Routing 0.284.0 to 0.285.0

  • A new localhost:8082 endpoint has been added for retrieving the routing table on gorouter. This is in preparation of removing non-TLS LB-health check endpoints from the public :8080 listener for increased security. /var/vcap/jobs/gorouter/bin/retrieve-local-routes is updated and still the official way to retrieve the local routing table on a gorouter.

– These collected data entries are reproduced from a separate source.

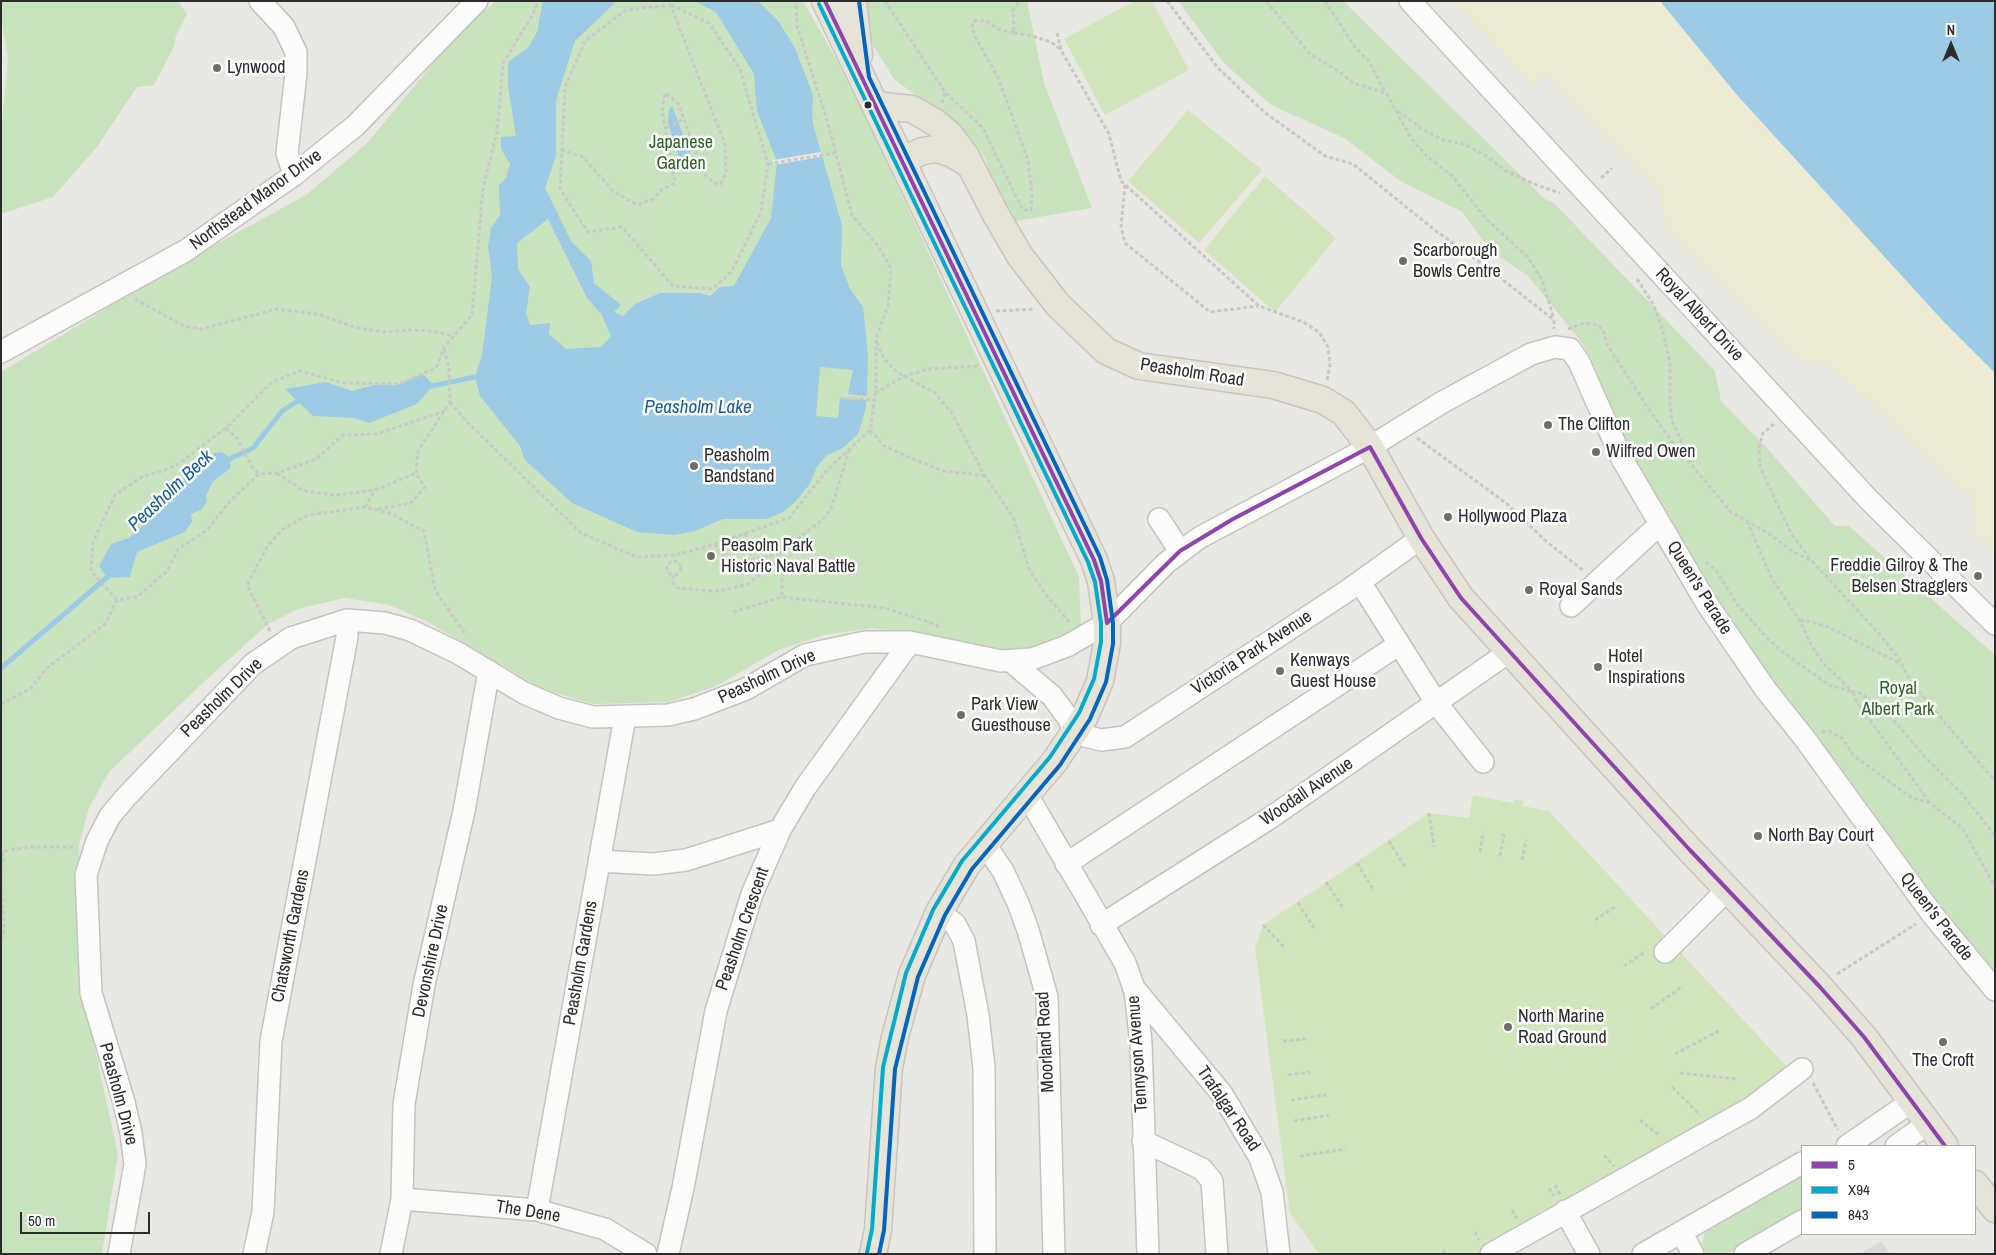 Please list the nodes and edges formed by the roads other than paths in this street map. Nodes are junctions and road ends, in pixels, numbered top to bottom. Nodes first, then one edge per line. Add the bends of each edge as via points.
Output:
1 (260, 1) edge
2 (477, 1) edge
3 (825, 1) edge
4 (853, 1) edge
5 (1410, 1) edge
6 (863, 79) junction
7 (875, 105) junction
8 (902, 161) junction
9 (971, 166) junction
10 (294, 175) junction
11 (1, 352) edge
12 (1370, 447) junction
13 (1159, 519) dead end
14 (1659, 525) junction
15 (1421, 538) junction
16 (1180, 551) junction
17 (1360, 582) junction
18 (1571, 606) dead end
19 (347, 620) junction
20 (1107, 624) junction
21 (1995, 624) edge
22 (910, 642) junction
23 (1398, 644) junction
24 (1509, 652) junction
25 (1012, 662) junction
26 (489, 671) junction
27 (1437, 704) junction
28 (625, 717) junction
29 (1074, 733) junction
30 (1483, 762) dead end
31 (1026, 793) junction
32 (780, 830) junction
33 (984, 843) junction
34 (599, 861) junction
35 (1066, 864) junction
36 (1727, 890) junction
37 (940, 912) junction
38 (1101, 925) junction
39 (1657, 950) road end
40 (1132, 986) junction
41 (1995, 990) edge
42 (1802, 1069) road end
43 (1911, 1102) junction
44 (1927, 1124) junction
45 (1143, 1140) junction
46 (1849, 1145) edge
47 (1897, 1145) edge
48 (1944, 1145) edge
49 (1801, 1164) edge
50 (1976, 1185) edge
51 (402, 1199) junction
52 (1995, 1209) edge
53 (537, 1210) junction
54 (1565, 1212) junction
55 (1801, 1222) edge
56 (1681, 1232) junction
57 (879, 1250) edge
58 (119, 1254) edge
59 (254, 1254) edge
60 (391, 1254) edge
61 (646, 1254) edge
62 (668, 1254) edge
63 (985, 1254) edge
64 (1054, 1254) edge
65 (1148, 1254) edge
66 (1217, 1254) edge
67 (1279, 1254) edge
68 (1491, 1254) edge
69 (1590, 1254) edge
70 (1643, 1254) edge
71 (1693, 1254) edge
72 (1745, 1254) edge

1 - 10 street via 284,27 296,52 287,153
2 - 10 street, Northstead Manor Drive via 355,126
3 - 6 main road
4 - 6 main road
5 - 21 street, Royal Albert Drive via 1869,500
6 - 7 main road
7 - 8 main road
7 - 9 main road, Peasholm Road via 903,107 925,116 950,135
8 - 9 main road via 922,150 937,149
8 - 20 main road via 1094,560 1101,581
9 - 12 main road, Peasholm Road via 1020,256 1058,305 1106,351 1139,366 1273,385 1323,400 1344,413
10 - 11 street, Northstead Manor Drive via 185,251
12 - 14 street, Queen's Parade via 1554,341 1570,349 1579,362 1622,459
12 - 15 main road, Peasholm Road
12 - 16 street, Peasholm Drive via 1233,519
13 - 16 street
14 - 18 street
14 - 41 street, Queen's Parade via 1766,690 1932,914
15 - 17 street, Victoria Park Avenue
15 - 24 main road, Peasholm Road via 1461,598
16 - 20 street, Peasholm Drive
17 - 23 street
17 - 29 street, Victoria Park Avenue via 1125,737 1101,740
19 - 26 street, Peasholm Drive via 384,623 410,630
19 - 58 street, Peasholm Drive via 291,638 253,664 126,797 110,816 95,847 86,875 91,993 132,1133 135,1164
19 - 59 street, Chatsworth Gardens via 347,637 271,1040 264,1212
20 - 25 street, Peasholm Drive via 1051,653
20 - 29 main road via 1100,681
22 - 25 street, Peasholm Drive
22 - 28 street, Peasholm Drive via 865,642 822,651 786,664 746,690 694,708 668,715
22 - 32 street, Peasholm Crescent via 805,788
23 - 27 street
23 - 35 street
24 - 27 street, Woodall Avenue
24 - 36 main road, Peasholm Road
25 - 29 street, Peasholm Drive via 1052,696
26 - 28 street, Peasholm Drive via 524,693 559,708 593,717
26 - 51 street, Devonshire Drive via 464,811 424,985 404,1104
27 - 30 street
27 - 38 street, Woodall Avenue via 1270,818
28 - 34 street, Peasholm Gardens
29 - 31 main road via 1055,761
31 - 33 main road
31 - 35 street, Tennyson Avenue
32 - 34 street via 686,860 654,864
32 - 62 street, Peasholm Crescent via 742,922 716,1011
33 - 37 main road
33 - 64 street, Moorland Road via 1003,871 1018,903 1046,997
34 - 53 street, Peasholm Gardens
35 - 38 street, Tennyson Avenue
36 - 39 street
36 - 43 main road, Peasholm Road via 1864,1037
37 - 57 main road via 912,975 889,1068
37 - 63 street via 955,924 964,941 978,1015 984,1068
38 - 40 street, Tennyson Avenue via 1125,963
40 - 45 street, Tennyson Avenue via 1141,1043
40 - 67 street, Trafalgar Road via 1222,1094 1260,1158 1272,1192
42 - 54 street via 1751,1108
43 - 44 main road, Peasholm Road
43 - 46 street
44 - 47 street
44 - 48 main road, Peasholm Road
45 - 65 street, Tennyson Avenue
45 - 66 street via 1202,1169 1212,1181
49 - 56 street
50 - 52 main road
51 - 53 street, The Dene
51 - 60 street, Devonshire Drive
53 - 61 street, The Dene via 605,1229
54 - 68 street
54 - 69 street
55 - 72 street
56 - 70 street
56 - 71 street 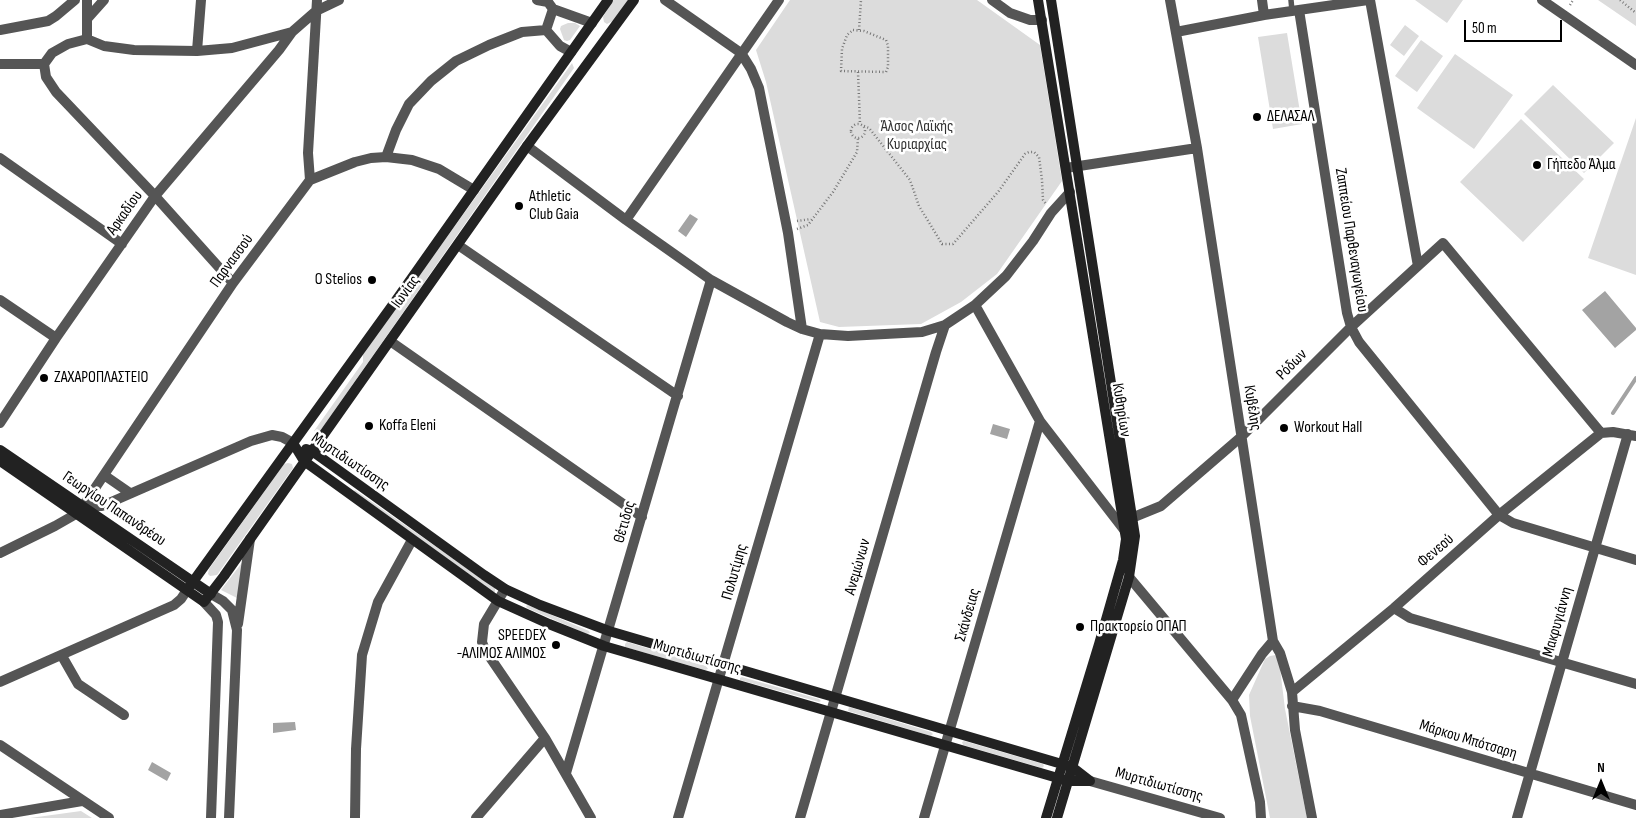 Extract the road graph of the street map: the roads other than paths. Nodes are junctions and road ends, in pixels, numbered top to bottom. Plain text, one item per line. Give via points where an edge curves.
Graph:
1 (75, 0) edge
2 (87, 0) edge
3 (104, 0) edge
4 (201, 0) edge
5 (317, 0) edge
6 (339, 0) edge
7 (608, 0) edge
8 (634, 0) edge
9 (665, 0) edge
10 (779, 0) edge
11 (992, 0) edge
12 (1038, 0) edge
13 (1051, 0) edge
14 (1170, 0) edge
15 (1262, 0) edge
16 (1291, 0) edge
17 (1369, 0) edge
18 (1542, 0) edge
19 (546, 3) edge
20 (1296, 10) junction
21 (316, 11) junction
22 (1264, 15) junction
23 (87, 20) junction
24 (1042, 20) junction
25 (592, 23) junction
26 (0, 30) edge
27 (546, 30) junction
28 (292, 32) junction
29 (1176, 32) junction
30 (87, 39) junction
31 (197, 52) junction
32 (571, 52) junction
33 (741, 54) junction
34 (0, 64) edge
35 (44, 64) junction
36 (1636, 65) edge
37 (527, 146) junction
38 (1197, 148) junction
39 (386, 157) junction
40 (0, 158) edge
41 (1077, 166) junction
42 (1066, 168) junction
43 (310, 180) junction
44 (474, 190) junction
45 (1070, 192) junction
46 (155, 196) junction
47 (626, 220) junction
48 (122, 244) junction
49 (458, 245) junction
50 (1418, 266) junction
51 (711, 280) junction
52 (233, 283) junction
53 (0, 300) edge
54 (975, 305) junction
55 (945, 325) junction
56 (1351, 327) junction
57 (802, 328) junction
58 (820, 334) junction
59 (56, 338) junction
60 (390, 341) junction
61 (678, 396) junction
62 (1040, 421) junction
63 (0, 423) edge
64 (1601, 433) junction
65 (1632, 435) edge
66 (1242, 437) junction
67 (294, 444) junction
68 (0, 450) edge
69 (312, 451) junction
70 (0, 461) edge
71 (304, 461) junction
72 (104, 475) junction
73 (130, 493) junction
74 (80, 510) junction
75 (1500, 515) junction
76 (642, 517) junction
77 (1134, 517) junction
78 (1125, 531) junction
79 (250, 539) junction
80 (412, 540) junction
81 (1595, 548) junction
82 (0, 553) edge
83 (1636, 560) edge
84 (1129, 577) junction
85 (190, 586) junction
86 (505, 589) junction
87 (208, 598) junction
88 (498, 601) junction
89 (1394, 608) junction
90 (237, 630) junction
91 (609, 631) junction
92 (1273, 641) junction
93 (604, 646) junction
94 (62, 656) junction
95 (1562, 662) junction
96 (724, 665) junction
97 (719, 679) junction
98 (0, 682) edge
99 (1636, 684) edge
100 (1292, 692) junction
101 (835, 698) junction
102 (1232, 700) junction
103 (1292, 706) junction
104 (831, 712) junction
105 (124, 715) dead end
106 (950, 732) junction
107 (545, 738) junction
108 (0, 745) edge
109 (946, 745) junction
110 (1067, 766) junction
111 (566, 773) junction
112 (1530, 774) junction
113 (1063, 780) junction
114 (1090, 781) junction
115 (82, 801) junction
116 (1636, 805) edge
117 (0, 815) edge
118 (109, 818) edge
119 (212, 818) edge
120 (229, 818) edge
121 (355, 818) edge
122 (476, 818) edge
123 (591, 818) edge
124 (678, 818) edge
125 (800, 818) edge
126 (924, 818) edge
127 (1046, 818) edge
128 (1057, 818) edge
129 (1220, 818) edge
130 (1261, 818) edge
131 (1312, 818) edge
132 (1517, 818) edge

1 - 26 street via 48,21
2 - 23 street
3 - 23 street
4 - 31 street
5 - 21 street
6 - 21 street
7 - 25 street, Ιωνίας
8 - 37 street, Ιωνίας
9 - 33 street
10 - 33 street
11 - 24 street via 1010,13 1030,20
12 - 24 street, Κυθηρίων
13 - 41 street, Κυθηρίων
14 - 29 street, Κυβέλης
15 - 22 street
16 - 20 lane
17 - 20 street
17 - 50 street
18 - 36 street
19 - 25 street
19 - 27 street
20 - 22 street
20 - 56 street, Ζαππείου Παρθεναγωγείου
21 - 28 street
21 - 43 street via 308,153
22 - 29 street
23 - 30 street
24 - 42 street, Κυθηρίων
25 - 32 street, Ιωνίας
27 - 32 street via 560,46
27 - 39 street via 522,32 456,61 410,104
28 - 31 street via 232,48
28 - 46 street, Αρκαδίου
29 - 38 street, Κυβέλης
30 - 31 street via 104,46 134,50
30 - 35 street via 52,53
32 - 44 street, Ιωνίας
33 - 47 street
33 - 57 street via 759,88 788,233
34 - 35 street
35 - 46 street via 46,77 56,92
37 - 47 street
37 - 49 street, Ιωνίας
38 - 41 street
38 - 66 street, Κυβέλης
39 - 43 street via 355,162
39 - 44 street via 412,160 439,169
40 - 48 street
41 - 42 street
41 - 77 street, Κυθηρίων
42 - 45 street, Κυθηρίων
43 - 52 street, Παρνασσού
44 - 67 street, Ιωνίας
45 - 54 street via 1006,276
45 - 78 street, Κυθηρίων
46 - 48 street, Αρκαδίου
46 - 52 street
47 - 51 street
48 - 59 street, Αρκαδίου
49 - 60 street, Ιωνίας
49 - 61 street
50 - 56 street, Ρόδων
50 - 64 street, Ρόδων via 1443,243
51 - 57 street
51 - 61 street, Θέτιδος
52 - 72 street, Παρνασσού
53 - 59 street
54 - 55 street
54 - 62 street
55 - 58 street via 905,334
55 - 101 street, Ανεμώνων
56 - 66 street, Ρόδων
56 - 75 street, Ζαππείου Παρθεναγωγείου via 1359,342
57 - 58 street
58 - 96 street, Πολυτίμης
59 - 63 street, Αρκαδίου
60 - 69 street, Ιωνίας
60 - 76 street
61 - 76 street, Θέτιδος
62 - 78 street
62 - 106 street, Σκάνδειας
64 - 65 street
64 - 75 street, Φενεού
65 - 81 street, Μακρυγιάννη
66 - 77 street, Ρόδων via 1162,506
66 - 92 street, Κυβέλης
67 - 69 street, Μυρτιδιωτίσσης
67 - 71 street, Μυρτιδιωτίσσης
67 - 73 street via 282,436 272,435 251,441
67 - 85 street, Ιωνίας
68 - 74 street, Γεωργίου Παπανδρέου
69 - 71 street, Ιωνίας
69 - 86 street, Μυρτιδιωτίσσης
70 - 74 street, Γεωργίου Παπανδρέου
71 - 79 street, Ιωνίας
71 - 80 street, Μυρτιδιωτίσσης
72 - 73 street
72 - 74 street, Παρνασσού
73 - 74 street via 102,506
74 - 82 street via 56,526
74 - 85 street, Γεωργίου Παπανδρέου
75 - 81 street via 1513,523
75 - 89 street, Φενεού
76 - 91 street, Θέτιδος
77 - 84 street, Κυθηρίων via 1136,536
78 - 110 street, Κυθηρίων via 1120,569
79 - 87 street, Ιωνίας
79 - 90 street
80 - 88 street, Μυρτιδιωτίσσης
80 - 121 street via 378,602 362,655
81 - 83 street
81 - 95 street, Μακρυγιάννη
84 - 102 street
84 - 110 street, Κυθηρίων
85 - 87 street, Γεωργίου Παπανδρέου
85 - 94 street via 174,605
86 - 88 street
86 - 91 street, Μυρτιδιωτίσσης
87 - 90 street via 223,601 232,610
87 - 119 street via 218,622
88 - 93 street, Μυρτιδιωτίσσης
88 - 107 street via 484,624 482,642
89 - 95 street via 1410,618
89 - 100 street, Φενεού
90 - 120 street
91 - 93 street, Θέτιδος
91 - 96 street, Μυρτιδιωτίσσης
92 - 100 street, Κυβέλης
92 - 102 street
93 - 97 street, Μυρτιδιωτίσσης
93 - 111 street, Θέτιδος
94 - 98 street
94 - 105 street via 78,684
95 - 99 street
95 - 112 street, Μακρυγιάννη
96 - 97 street, Πολυτίμης
96 - 101 street, Μυρτιδιωτίσσης
97 - 104 street, Μυρτιδιωτίσσης
97 - 124 street, Πολυτίμης
100 - 103 street, Κυβέλης
101 - 104 street, Ανεμώνων
101 - 106 street, Μυρτιδιωτίσσης
102 - 130 street via 1242,715
103 - 112 street, Μάρκου Μπότσαρη via 1320,711
103 - 131 street, Κυβέλης
104 - 109 street, Μυρτιδιωτίσσης
104 - 125 street, Ανεμώνων
106 - 109 street, Σκάνδειας
106 - 110 street, Μυρτιδιωτίσσης
107 - 111 street
107 - 122 street
108 - 115 street
109 - 113 street, Μυρτιδιωτίσσης
109 - 126 street, Σκάνδειας
110 - 113 street, Κυθηρίων
110 - 114 street, Μυρτιδιωτίσσης
111 - 123 street
112 - 116 street, Μάρκου Μπότσαρη
112 - 132 street, Μακρυγιάννη
113 - 114 street, Μυρτιδιωτίσσης
113 - 127 street, Κυθηρίων
113 - 128 street, Κυθηρίων
114 - 129 street, Μυρτιδιωτίσσης
115 - 117 street
115 - 118 street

The port this listens on can be configured via the router.status.routes.port property.
  • A new TLS-enabled endpoint for LB health checks has been added on :8443. This can be configured via the router.status.tls.port, router.status.tls.certificate and router.status.tls.key properties.
  • routing-api has been updated to work towards supporting a TLS-only CF deployment.
  • gorouter’s proxy package received some test enhancements for increased test stability.
  • gorouter’s pool.Endpoint.Equals() received a performance improvement
  • Route-registrar will now fail if it configured to talk to NATS without using TLS. This can be toggled via the nats.fail_if_using_nats_without_tls property.

A Note to Other CF Platform Operators

If you have any custom releases bound to port 8443 on gorouters, this release will cause you issues with the health check.

Silk 3.38.0 to 3.39.0

  • Bump to go 1.21.5

Statsd-injector 1.11.36 to 1.11.37

  • Bump packaged Golang to go1.20.12

UAA 76.26.0 to 76.27.0

  • Bump github.com/cloudfoundry/bosh-utils from 0.0.414 to 0.0.416 in /src/acceptance_tests
  • Fix pre-start.erb for Jammy FIPS stemcell

Final Note

Wishing you all success and happiness in the new year!